_Work required:_ Exclude the pictures; give every entry again exactly as written.

_Given data:_

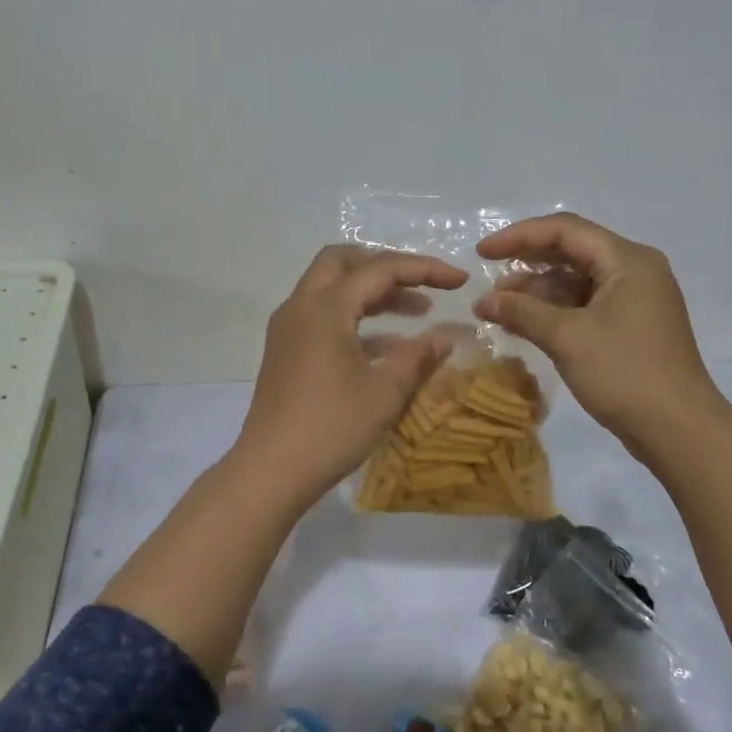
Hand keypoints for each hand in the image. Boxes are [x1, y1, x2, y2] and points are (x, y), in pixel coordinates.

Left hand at [235, 245, 468, 504]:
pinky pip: (322, 316)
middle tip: (423, 284)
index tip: (461, 281)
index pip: (380, 269)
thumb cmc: (331, 428)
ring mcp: (289, 328)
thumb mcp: (385, 393)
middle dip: (387, 266)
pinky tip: (388, 346)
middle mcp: (301, 306)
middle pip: (344, 261)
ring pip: (331, 288)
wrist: (270, 470)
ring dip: (372, 292)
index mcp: (326, 307)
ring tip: (418, 312)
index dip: (425, 269)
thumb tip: (447, 337)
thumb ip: (418, 357)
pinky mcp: (285, 351)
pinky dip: (355, 318)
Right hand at [473, 213, 726, 461]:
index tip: (482, 253)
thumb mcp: (566, 338)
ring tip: (499, 311)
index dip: (519, 236)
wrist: (679, 431)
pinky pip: (586, 305)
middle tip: (489, 282)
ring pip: (577, 281)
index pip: (565, 230)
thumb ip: (521, 312)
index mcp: (627, 260)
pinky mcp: (631, 327)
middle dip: (527, 265)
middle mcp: (634, 271)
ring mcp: (635, 300)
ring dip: (537, 292)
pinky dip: (554, 312)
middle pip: (572, 252)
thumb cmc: (624, 373)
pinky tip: (524, 326)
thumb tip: (483, 301)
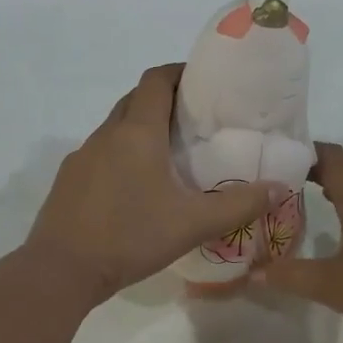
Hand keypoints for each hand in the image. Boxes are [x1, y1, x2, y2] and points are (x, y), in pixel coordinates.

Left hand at [26, 64, 285, 303]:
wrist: (61, 270)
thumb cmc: (130, 238)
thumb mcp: (192, 224)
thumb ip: (239, 205)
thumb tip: (281, 189)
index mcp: (136, 133)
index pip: (157, 79)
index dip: (180, 72)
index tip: (204, 82)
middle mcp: (106, 135)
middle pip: (135, 99)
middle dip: (164, 99)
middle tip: (195, 120)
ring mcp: (81, 157)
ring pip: (115, 128)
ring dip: (141, 129)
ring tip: (170, 154)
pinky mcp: (68, 181)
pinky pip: (100, 154)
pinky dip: (121, 155)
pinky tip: (136, 187)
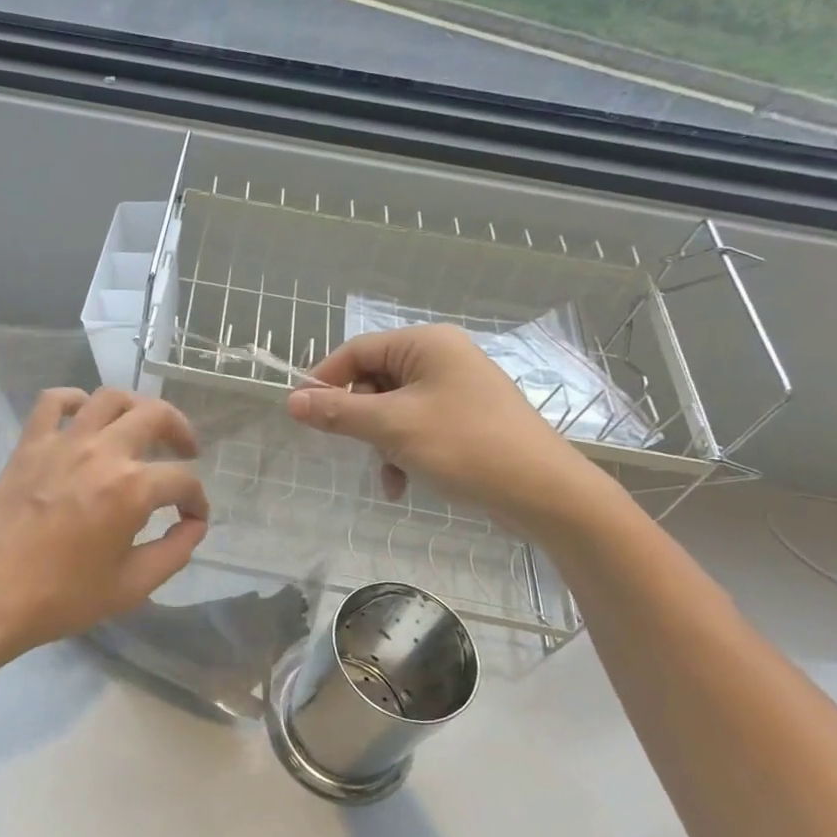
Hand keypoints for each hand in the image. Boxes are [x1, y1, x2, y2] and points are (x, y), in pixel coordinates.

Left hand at [0, 387, 209, 665]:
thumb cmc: (61, 597)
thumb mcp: (131, 586)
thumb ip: (173, 552)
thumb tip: (194, 526)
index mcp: (132, 488)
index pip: (183, 479)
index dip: (197, 500)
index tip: (193, 517)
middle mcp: (102, 452)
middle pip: (155, 415)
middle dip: (180, 431)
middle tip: (185, 451)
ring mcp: (63, 442)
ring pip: (109, 398)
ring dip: (135, 407)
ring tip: (140, 428)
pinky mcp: (30, 444)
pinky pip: (53, 401)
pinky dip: (74, 399)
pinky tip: (84, 417)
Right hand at [285, 324, 605, 536]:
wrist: (544, 493)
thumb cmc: (465, 446)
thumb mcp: (392, 427)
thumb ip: (339, 412)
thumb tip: (292, 401)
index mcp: (426, 344)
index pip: (357, 350)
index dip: (324, 379)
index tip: (300, 412)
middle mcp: (441, 358)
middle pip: (374, 379)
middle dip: (360, 418)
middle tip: (353, 446)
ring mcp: (456, 389)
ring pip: (392, 408)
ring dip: (380, 442)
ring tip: (388, 473)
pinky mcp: (465, 418)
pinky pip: (416, 425)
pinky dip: (402, 451)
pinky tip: (402, 483)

_Answer to this task:_
Hand keypoints for each hand in the image. Boxes are [x1, y1, x2, y2] and points are (x, y), in pixel coordinates.

Left hand at [235, 245, 468, 504]:
pinky pip: (322, 316)
middle tip: (423, 284)
index tip: (461, 281)
index pip: (380, 269)
thumb cmc: (331, 428)
ring mcp: (289, 328)
thumb mcp: (385, 393)
middle dip: (387, 266)
pinky tip: (388, 346)
middle mcp: (301, 306)
middle pip: (344, 261)
ring pip: (331, 288)
wrist: (270, 470)
ring dip: (372, 292)
index mcp: (326, 307)
ring tip: (418, 312)
index dip: (425, 269)
thumb tip: (447, 337)
thumb ip: (418, 357)
pinky mcp: (285, 351)
pinky dip: (355, 318)
Right hand at [473, 213, 726, 461]:
index tip: (482, 253)
thumb mcp: (566, 338)
ring tip: (499, 311)
index dip: (519, 236)
wrist: (679, 431)
pinky pip: (586, 305)
middle tip: (489, 282)
ring pip: (577, 281)
index pip: (565, 230)
thumb ip: (521, 312)
index mcp: (627, 260)
pinky mcp: (631, 327)
middle dip: (527, 265)
middle mcp: (634, 271)
ring mcp: (635, 300)
ring dip: (537, 292)
pinky dip: (554, 312)
middle pip: (572, 252)
thumb cmc: (624, 373)
pinky tip: (524, 326)
thumb tip: (483, 301)
Hand keypoints for each hand in the image. Boxes are [x1, y1, x2, y2] and points are (x, y), in pixel coordinates.

Left hand at [26, 64, 285, 303]:
wrist: (61, 270)
thumb cmc: (130, 238)
thumb mcp: (192, 224)
thumb ip: (239, 205)
thumb tip: (281, 189)
index mcp: (136, 133)
index pip: (157, 79)
index dip: (180, 72)
index tip: (204, 82)
middle mcp: (106, 135)
middle pip: (135, 99)
middle dip: (164, 99)
middle tip: (195, 120)
ring mcp: (81, 157)
ring pip: (115, 128)
ring dip: (141, 129)
ring tip: (170, 154)
pinky mcp: (68, 181)
pinky pip: (100, 154)
pinky dip: (121, 155)
pinky tip: (136, 187)
Hand keypoints for each hand in the image. Boxes are [x1, y1, x2, y2] and points are (x, y), in pixel coordinates.

Left hand at [0, 387, 209, 665]:
thumb cmc: (61, 597)
thumb mcp: (131, 586)
thumb ip: (173, 552)
thumb tip: (194, 526)
index mcp: (132, 488)
index pip: (183, 479)
index dip: (197, 500)
index tip: (193, 517)
middle mcp: (102, 452)
middle pip: (155, 415)
middle dip: (180, 431)
middle tip: (185, 451)
ring mcp: (63, 442)
ring pip: (109, 398)
ring dip: (135, 407)
ring tip: (140, 428)
pinky mcp: (30, 444)
pinky pip: (53, 401)
pinky dip: (74, 399)
pinky tip: (84, 417)
Right hand at [285, 324, 605, 536]:
wrist: (544, 493)
thumb cmc: (465, 446)
thumb mcp: (392, 427)
thumb ip: (339, 412)
thumb tip: (292, 401)
index mcp: (426, 344)
index pip: (357, 350)
index dip: (324, 379)
index tip: (300, 412)
middle mcp: (441, 358)
middle pip: (374, 379)
middle dip: (360, 418)
middle tip: (353, 446)
ring mcp: (456, 389)
ring pip: (392, 408)
ring dip: (380, 442)
ring tip: (388, 473)
pinky mcp: (465, 418)
pinky pip: (416, 425)
pinky dip: (402, 451)
pinky tip: (402, 483)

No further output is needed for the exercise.